There are four new SKUs, each equipped with Radeon RX Vega graphics. Sitting at the top of the heap is the Ryzen 7 5825C, the first 8-core/16-thread x86 processor Chromebooks. It sports a 2GHz base clock and up to a 4.5GHz boost clock, it has 20MB of cache (16MB L3 + 4MB L2), and it is configured with a default 15W TDP. And for graphics, it rocks eight GPU cores clocked at up to 1.8GHz.
Here’s an overview of the full lineup…
The next one down the list is the Ryzen 5 5625C, a 6-core/12-thread SKU clocked at 2.3GHz to 4.3GHz with 19MB of cache (16MB L3 + 3MB L2), seven GPU cores locked at up to 1.6GHz, and the same default 15W TDP.
There are two Ryzen 3 SKUs, the 5425C and 5125C, both also with a 15W TDP. The higher end of the two is a 4-core/8-thread processor with a 2.7GHz to 4.1GHz clock speed, 10MB of cache (8MB L3 + 2MB L2), six GPU cores clocked at 1.5GHz. Then at the bottom of the stack, the Ryzen 3 5125C is a 2-core/4-thread chip clocked at up to 3GHz with 9MB of cache (8MB L3 + 1MB L2) and three GPU cores clocked at 1.2GHz.
“AMD is raising the performance bar for modern Chromebooks,” said Saeid Moshkelani, senior vice president and general manager, client business unit, AMD. “With up to eight cores, the Ryzen 5000 C-Series processors give Chromebook users the flexibility to stay unplugged all day without sacrificing performance and productivity.”
Compared against its own previous generation lineup, AMD is touting massive performance gains of up to 67 percent for web browser, 85 percent in graphics, and 107 percent for multitasking.
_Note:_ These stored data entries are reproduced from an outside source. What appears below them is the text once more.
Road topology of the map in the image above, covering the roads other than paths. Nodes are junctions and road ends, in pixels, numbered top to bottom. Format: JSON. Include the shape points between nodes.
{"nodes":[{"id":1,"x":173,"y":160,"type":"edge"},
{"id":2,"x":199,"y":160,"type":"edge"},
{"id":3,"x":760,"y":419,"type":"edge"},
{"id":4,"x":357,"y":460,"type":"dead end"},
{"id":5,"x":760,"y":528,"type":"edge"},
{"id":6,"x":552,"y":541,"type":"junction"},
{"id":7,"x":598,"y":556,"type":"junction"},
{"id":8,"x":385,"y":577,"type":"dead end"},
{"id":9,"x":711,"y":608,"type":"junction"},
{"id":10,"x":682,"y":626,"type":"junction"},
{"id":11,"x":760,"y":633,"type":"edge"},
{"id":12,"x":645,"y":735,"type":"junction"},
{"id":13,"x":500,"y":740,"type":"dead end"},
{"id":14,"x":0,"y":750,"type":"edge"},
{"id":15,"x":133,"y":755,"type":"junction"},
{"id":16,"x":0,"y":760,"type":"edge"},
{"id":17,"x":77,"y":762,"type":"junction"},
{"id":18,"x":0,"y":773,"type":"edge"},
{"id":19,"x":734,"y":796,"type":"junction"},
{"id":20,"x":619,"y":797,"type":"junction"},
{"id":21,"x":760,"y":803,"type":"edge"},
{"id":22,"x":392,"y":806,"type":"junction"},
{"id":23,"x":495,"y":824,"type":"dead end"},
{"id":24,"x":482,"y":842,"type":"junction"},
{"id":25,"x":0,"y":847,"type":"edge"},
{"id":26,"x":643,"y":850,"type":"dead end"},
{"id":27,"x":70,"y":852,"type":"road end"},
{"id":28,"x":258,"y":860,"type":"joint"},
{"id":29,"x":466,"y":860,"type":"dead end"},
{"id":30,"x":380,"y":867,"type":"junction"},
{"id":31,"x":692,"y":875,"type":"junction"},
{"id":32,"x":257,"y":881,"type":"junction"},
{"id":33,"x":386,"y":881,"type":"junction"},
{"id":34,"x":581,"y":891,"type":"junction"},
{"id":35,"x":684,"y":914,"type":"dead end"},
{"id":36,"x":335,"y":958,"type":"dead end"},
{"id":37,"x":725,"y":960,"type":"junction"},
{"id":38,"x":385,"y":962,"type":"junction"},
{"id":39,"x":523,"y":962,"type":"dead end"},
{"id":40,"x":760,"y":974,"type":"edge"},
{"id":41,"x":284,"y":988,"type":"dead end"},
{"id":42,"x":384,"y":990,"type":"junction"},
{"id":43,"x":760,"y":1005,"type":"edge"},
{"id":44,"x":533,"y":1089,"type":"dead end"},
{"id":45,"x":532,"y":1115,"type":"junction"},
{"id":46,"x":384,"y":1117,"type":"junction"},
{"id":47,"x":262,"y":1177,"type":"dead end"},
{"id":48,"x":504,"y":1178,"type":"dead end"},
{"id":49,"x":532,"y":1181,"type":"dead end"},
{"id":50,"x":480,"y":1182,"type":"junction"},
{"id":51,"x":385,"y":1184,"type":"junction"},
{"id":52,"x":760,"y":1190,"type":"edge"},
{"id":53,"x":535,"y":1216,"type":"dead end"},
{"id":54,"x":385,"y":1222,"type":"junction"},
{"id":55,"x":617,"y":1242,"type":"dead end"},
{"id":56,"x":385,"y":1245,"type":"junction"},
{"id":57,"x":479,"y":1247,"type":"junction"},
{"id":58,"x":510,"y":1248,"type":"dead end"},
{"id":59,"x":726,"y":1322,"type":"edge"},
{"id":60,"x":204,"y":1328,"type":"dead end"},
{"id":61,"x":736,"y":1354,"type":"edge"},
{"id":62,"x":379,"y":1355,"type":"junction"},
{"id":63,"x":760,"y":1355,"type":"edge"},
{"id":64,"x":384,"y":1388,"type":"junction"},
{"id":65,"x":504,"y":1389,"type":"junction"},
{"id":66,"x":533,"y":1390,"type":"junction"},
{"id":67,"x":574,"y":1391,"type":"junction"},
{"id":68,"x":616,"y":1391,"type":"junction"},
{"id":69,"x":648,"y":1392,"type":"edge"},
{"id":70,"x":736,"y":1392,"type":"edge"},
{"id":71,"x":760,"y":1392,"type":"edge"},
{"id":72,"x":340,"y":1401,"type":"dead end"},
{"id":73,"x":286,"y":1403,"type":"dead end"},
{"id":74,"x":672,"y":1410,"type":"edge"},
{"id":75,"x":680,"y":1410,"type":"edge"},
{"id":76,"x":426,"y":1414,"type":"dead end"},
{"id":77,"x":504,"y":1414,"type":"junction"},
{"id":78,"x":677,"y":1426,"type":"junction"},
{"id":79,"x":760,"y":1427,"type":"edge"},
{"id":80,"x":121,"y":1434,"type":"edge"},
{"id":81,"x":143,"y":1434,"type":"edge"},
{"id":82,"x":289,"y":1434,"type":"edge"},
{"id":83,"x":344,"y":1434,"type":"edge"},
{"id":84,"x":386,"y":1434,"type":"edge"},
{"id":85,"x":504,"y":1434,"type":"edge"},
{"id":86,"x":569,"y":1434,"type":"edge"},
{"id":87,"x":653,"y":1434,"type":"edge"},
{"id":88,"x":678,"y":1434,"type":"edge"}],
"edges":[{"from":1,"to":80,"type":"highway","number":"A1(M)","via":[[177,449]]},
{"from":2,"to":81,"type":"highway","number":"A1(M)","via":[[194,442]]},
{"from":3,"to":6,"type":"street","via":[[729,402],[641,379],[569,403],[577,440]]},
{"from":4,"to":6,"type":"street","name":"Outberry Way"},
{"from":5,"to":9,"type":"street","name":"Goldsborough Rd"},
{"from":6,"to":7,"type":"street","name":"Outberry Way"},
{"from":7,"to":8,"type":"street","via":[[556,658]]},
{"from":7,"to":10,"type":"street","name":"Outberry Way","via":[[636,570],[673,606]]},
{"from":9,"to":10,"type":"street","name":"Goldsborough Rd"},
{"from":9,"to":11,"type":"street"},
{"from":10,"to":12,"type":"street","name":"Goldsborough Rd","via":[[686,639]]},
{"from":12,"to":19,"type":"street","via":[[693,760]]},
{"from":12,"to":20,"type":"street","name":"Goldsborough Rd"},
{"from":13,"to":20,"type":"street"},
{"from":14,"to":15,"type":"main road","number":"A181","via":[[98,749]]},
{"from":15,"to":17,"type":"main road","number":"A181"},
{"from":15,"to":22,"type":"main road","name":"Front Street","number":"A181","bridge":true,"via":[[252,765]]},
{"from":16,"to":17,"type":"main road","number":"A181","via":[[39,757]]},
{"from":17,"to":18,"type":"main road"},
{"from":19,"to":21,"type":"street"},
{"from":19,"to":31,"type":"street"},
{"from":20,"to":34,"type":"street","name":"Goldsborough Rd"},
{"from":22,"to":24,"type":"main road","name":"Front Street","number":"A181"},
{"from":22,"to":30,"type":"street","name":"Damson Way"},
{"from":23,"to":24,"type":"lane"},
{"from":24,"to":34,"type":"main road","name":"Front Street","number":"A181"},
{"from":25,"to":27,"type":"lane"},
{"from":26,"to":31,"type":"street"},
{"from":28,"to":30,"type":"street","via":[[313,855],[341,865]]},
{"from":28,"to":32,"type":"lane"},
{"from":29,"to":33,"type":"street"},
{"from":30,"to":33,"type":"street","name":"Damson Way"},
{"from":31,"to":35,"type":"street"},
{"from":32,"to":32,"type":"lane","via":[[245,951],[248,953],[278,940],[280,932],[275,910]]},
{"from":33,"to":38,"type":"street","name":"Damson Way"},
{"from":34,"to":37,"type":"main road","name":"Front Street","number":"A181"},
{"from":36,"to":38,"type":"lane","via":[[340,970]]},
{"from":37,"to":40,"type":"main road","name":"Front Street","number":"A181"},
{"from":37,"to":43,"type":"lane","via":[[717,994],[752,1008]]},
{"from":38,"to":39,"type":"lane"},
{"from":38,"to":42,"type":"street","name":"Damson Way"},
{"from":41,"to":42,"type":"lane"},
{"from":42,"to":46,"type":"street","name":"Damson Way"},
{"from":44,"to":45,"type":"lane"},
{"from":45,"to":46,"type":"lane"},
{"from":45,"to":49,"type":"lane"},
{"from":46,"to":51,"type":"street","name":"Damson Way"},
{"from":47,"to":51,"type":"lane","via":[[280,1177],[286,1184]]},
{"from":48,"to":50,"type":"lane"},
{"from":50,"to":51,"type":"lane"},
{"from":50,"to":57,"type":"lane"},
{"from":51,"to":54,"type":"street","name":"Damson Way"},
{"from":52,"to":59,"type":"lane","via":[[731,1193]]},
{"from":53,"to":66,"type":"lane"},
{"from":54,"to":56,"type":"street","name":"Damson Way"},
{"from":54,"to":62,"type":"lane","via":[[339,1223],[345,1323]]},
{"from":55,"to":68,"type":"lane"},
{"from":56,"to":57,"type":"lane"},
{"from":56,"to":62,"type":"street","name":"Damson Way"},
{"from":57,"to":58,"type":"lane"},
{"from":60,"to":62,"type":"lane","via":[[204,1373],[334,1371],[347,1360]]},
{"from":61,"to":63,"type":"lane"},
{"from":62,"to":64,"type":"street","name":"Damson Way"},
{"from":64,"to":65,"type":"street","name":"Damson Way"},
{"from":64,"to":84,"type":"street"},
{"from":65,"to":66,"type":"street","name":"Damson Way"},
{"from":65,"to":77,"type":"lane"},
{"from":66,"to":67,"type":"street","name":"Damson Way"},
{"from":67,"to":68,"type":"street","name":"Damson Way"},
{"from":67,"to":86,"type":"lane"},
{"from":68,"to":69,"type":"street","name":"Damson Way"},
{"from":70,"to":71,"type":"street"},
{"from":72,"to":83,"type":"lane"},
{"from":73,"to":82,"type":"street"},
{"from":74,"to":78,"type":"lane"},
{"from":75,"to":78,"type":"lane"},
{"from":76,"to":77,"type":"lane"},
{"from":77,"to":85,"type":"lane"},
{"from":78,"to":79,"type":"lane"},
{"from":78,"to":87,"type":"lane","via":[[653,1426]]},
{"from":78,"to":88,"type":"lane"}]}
Battery life is other point of emphasis, with AMD touting all-day runtime in Chrome OS, which will obviously vary depending on the workload. It’s also claiming up to 94 percent better life than Intel when pitting the Ryzen 5 5625C against the Core i5-1135G7. That’s also a Tiger Lake chip, which doesn’t offer the same hybrid benefits that Alder Lake does.